[Data]

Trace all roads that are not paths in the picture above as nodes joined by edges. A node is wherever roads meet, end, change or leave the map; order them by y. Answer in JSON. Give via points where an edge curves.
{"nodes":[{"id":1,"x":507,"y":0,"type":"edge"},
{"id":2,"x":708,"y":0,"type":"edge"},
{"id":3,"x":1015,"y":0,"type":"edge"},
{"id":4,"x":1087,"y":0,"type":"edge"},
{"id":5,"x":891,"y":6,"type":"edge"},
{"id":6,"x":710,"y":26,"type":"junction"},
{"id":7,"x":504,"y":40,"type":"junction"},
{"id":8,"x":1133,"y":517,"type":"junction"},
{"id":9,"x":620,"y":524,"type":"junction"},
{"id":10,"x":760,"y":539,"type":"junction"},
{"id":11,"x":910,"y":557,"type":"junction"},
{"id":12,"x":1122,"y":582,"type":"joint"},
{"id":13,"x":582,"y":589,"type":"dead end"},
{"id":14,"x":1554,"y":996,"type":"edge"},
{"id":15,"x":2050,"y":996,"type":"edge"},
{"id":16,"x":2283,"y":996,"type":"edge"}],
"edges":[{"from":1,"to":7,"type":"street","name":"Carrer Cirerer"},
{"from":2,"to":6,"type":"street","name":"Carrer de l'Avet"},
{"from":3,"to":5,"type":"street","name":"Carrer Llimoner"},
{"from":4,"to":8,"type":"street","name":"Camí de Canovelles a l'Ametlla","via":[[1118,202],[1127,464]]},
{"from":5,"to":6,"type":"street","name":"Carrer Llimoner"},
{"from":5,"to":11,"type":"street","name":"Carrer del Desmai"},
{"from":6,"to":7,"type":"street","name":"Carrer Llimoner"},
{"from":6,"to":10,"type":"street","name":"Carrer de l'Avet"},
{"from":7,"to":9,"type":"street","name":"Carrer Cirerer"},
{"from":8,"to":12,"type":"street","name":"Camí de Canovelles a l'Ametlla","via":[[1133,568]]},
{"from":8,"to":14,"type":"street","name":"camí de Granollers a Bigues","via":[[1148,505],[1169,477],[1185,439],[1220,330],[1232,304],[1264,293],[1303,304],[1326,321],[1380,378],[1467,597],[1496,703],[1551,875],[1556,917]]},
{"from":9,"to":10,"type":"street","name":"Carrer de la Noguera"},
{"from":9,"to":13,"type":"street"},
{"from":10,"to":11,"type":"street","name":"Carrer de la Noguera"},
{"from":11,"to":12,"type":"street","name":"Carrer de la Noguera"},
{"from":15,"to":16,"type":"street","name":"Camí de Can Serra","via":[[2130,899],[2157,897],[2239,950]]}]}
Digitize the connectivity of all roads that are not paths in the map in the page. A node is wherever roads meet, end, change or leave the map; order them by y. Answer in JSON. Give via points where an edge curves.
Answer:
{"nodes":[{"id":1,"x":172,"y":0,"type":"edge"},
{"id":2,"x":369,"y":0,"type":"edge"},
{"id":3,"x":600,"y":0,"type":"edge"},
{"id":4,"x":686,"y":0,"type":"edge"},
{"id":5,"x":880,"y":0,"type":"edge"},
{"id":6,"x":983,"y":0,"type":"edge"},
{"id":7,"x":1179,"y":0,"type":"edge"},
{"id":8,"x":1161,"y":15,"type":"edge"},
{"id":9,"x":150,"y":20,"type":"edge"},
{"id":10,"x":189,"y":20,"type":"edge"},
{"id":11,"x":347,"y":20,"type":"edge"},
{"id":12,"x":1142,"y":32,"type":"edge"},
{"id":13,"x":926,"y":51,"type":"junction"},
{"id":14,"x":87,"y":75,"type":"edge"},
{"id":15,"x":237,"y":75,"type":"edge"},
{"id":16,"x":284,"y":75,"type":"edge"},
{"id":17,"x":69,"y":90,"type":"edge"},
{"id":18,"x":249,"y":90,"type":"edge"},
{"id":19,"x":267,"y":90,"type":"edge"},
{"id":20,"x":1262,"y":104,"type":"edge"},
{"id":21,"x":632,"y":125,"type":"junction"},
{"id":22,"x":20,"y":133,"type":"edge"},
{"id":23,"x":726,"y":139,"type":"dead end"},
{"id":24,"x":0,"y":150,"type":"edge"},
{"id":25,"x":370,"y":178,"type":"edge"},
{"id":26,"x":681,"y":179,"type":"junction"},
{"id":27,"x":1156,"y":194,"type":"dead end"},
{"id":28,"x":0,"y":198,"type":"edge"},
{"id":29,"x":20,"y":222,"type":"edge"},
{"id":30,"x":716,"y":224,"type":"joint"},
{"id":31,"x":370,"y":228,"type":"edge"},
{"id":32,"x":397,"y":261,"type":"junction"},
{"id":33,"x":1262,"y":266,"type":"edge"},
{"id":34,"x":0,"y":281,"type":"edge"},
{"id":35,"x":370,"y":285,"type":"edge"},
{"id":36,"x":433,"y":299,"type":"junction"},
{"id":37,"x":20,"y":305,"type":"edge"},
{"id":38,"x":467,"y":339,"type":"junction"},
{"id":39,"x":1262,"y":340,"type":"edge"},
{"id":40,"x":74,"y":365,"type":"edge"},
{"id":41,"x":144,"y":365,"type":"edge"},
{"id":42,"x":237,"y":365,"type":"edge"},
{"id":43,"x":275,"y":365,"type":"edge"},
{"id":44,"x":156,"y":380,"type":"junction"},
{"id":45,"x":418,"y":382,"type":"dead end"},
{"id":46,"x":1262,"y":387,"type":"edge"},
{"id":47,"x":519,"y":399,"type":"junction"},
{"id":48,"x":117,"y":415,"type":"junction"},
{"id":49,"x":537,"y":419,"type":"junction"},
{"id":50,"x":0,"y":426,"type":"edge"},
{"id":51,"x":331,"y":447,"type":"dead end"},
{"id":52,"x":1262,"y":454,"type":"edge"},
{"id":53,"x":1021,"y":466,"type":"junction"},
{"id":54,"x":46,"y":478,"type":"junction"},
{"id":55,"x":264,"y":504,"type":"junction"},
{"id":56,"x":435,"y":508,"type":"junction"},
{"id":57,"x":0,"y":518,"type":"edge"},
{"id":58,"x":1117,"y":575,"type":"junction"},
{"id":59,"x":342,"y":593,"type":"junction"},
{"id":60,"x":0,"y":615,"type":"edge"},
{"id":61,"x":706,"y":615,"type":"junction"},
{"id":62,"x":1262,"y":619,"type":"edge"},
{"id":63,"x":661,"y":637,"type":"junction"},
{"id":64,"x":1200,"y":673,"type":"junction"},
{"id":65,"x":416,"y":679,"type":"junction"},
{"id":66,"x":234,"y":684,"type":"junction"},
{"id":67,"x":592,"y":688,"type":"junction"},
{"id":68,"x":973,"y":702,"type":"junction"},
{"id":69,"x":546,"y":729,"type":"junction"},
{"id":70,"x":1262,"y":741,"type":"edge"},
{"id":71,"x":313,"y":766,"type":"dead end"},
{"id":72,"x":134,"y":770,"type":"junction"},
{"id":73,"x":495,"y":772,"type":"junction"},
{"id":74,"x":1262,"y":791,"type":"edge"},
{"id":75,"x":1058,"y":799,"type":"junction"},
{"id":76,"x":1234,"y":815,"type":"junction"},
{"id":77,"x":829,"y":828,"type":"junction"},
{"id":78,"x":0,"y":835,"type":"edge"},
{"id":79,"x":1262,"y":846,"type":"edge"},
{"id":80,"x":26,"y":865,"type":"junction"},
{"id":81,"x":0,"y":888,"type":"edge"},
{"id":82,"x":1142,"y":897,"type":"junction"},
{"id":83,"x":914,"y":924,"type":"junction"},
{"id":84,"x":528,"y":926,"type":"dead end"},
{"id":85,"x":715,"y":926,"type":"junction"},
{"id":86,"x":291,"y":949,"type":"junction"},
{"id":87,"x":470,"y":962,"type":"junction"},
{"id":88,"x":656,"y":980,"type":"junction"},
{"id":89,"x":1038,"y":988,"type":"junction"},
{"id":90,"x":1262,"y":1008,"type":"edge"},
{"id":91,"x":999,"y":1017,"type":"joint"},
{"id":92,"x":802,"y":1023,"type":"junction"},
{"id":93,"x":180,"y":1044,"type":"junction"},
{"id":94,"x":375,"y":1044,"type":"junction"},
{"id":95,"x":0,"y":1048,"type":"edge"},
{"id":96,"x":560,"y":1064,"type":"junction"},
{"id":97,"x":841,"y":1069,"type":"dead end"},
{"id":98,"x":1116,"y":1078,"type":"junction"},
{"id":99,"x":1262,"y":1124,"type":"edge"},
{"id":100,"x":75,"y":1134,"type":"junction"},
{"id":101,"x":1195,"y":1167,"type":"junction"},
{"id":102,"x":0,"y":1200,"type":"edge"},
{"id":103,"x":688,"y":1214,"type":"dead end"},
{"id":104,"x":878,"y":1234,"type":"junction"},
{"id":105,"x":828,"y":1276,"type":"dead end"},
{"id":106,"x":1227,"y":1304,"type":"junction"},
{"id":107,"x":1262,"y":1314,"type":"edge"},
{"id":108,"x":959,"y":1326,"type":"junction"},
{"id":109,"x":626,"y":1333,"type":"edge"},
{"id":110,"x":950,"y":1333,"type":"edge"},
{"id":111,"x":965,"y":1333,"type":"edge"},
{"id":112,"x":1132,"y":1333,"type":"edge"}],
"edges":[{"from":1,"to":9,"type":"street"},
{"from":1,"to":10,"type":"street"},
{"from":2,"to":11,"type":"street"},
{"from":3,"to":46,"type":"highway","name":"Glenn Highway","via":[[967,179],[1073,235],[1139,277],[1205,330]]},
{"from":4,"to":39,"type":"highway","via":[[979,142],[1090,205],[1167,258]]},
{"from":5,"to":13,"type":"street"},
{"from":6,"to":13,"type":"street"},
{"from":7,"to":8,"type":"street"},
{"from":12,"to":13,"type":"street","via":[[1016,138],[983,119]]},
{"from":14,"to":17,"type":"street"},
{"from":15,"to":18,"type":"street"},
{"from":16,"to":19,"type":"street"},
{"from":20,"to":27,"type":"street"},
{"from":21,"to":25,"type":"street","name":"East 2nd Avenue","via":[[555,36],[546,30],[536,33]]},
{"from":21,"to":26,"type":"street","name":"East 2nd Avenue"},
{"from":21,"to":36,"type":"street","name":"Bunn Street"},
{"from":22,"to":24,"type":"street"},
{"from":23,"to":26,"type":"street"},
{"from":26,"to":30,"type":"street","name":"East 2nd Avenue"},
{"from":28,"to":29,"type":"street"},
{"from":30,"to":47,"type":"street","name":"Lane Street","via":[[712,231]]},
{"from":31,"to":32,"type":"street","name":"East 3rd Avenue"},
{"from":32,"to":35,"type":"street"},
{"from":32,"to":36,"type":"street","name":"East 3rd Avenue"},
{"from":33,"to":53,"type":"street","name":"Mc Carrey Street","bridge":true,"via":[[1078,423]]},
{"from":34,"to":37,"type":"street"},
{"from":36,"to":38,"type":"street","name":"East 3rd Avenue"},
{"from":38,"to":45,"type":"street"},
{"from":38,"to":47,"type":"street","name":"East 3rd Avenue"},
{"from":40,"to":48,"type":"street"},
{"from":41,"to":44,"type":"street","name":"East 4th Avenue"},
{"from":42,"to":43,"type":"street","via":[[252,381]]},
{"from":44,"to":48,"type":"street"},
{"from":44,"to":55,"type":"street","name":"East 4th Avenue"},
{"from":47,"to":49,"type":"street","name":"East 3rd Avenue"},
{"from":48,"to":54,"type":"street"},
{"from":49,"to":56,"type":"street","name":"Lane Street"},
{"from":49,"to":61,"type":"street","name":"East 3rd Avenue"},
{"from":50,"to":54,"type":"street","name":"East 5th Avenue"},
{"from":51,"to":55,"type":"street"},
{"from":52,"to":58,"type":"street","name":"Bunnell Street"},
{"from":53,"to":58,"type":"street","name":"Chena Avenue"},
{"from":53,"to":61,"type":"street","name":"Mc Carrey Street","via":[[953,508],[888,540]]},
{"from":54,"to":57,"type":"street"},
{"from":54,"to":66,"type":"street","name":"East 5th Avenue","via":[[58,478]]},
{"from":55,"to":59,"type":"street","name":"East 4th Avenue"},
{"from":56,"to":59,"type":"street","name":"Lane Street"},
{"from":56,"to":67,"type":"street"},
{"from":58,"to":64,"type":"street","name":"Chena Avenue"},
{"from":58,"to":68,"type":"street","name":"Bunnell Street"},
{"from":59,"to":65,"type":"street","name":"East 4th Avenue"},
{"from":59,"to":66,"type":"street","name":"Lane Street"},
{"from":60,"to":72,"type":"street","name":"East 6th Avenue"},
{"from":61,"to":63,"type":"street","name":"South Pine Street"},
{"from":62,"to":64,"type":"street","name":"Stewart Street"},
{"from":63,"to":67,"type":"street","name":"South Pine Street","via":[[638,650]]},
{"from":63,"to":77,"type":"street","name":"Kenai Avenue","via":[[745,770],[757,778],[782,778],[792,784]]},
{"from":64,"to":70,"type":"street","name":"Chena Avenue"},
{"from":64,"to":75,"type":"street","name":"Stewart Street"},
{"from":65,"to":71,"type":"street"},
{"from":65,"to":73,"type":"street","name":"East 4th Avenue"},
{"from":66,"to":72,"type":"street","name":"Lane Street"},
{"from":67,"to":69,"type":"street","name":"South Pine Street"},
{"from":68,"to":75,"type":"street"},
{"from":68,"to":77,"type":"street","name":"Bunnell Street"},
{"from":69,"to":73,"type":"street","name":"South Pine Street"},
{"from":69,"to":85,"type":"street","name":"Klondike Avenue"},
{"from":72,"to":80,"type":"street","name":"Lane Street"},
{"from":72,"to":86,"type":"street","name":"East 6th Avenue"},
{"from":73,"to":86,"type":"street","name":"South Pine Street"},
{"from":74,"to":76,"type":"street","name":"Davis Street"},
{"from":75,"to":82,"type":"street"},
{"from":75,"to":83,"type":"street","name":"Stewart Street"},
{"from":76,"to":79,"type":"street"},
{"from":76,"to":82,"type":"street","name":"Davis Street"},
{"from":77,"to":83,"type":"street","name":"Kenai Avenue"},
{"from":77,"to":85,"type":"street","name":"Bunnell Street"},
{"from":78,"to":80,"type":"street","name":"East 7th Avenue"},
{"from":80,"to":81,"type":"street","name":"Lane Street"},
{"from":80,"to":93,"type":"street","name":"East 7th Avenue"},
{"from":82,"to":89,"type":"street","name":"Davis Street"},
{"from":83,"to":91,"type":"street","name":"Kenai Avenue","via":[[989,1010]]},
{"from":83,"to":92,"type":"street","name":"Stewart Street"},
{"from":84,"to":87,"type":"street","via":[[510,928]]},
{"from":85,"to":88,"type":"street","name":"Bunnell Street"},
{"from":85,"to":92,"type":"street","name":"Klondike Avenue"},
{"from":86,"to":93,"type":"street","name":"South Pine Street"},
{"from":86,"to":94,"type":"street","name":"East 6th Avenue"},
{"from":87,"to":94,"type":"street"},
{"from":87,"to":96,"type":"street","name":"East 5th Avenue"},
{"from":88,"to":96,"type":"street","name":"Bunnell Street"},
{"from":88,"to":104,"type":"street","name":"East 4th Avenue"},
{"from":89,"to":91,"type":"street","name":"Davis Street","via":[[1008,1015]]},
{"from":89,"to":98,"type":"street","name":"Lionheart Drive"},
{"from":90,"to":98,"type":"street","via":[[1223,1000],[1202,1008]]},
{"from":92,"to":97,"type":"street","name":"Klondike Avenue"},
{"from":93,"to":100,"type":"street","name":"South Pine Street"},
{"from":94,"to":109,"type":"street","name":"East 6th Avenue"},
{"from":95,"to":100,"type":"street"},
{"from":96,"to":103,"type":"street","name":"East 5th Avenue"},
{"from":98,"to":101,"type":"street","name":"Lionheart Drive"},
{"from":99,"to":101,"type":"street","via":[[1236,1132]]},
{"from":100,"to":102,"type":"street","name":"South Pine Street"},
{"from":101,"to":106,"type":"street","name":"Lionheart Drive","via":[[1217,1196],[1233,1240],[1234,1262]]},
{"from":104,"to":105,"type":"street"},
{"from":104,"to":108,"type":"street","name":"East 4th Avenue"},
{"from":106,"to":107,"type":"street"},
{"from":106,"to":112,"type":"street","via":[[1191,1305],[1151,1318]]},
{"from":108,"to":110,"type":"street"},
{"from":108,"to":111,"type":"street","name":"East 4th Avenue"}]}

[/Data]

▶ [Task to complete]: Go through the entries above and copy out every line that includes the word "leave".

▶ [Answer section]:
Trace all roads that are not paths in the picture above as nodes joined by edges. A node is wherever roads meet, end, change or leave the map; order them by y. Answer in JSON. Give via points where an edge curves.
Digitize the connectivity of all roads that are not paths in the map in the page. A node is wherever roads meet, end, change or leave the map; order them by y. Answer in JSON. Give via points where an edge curves.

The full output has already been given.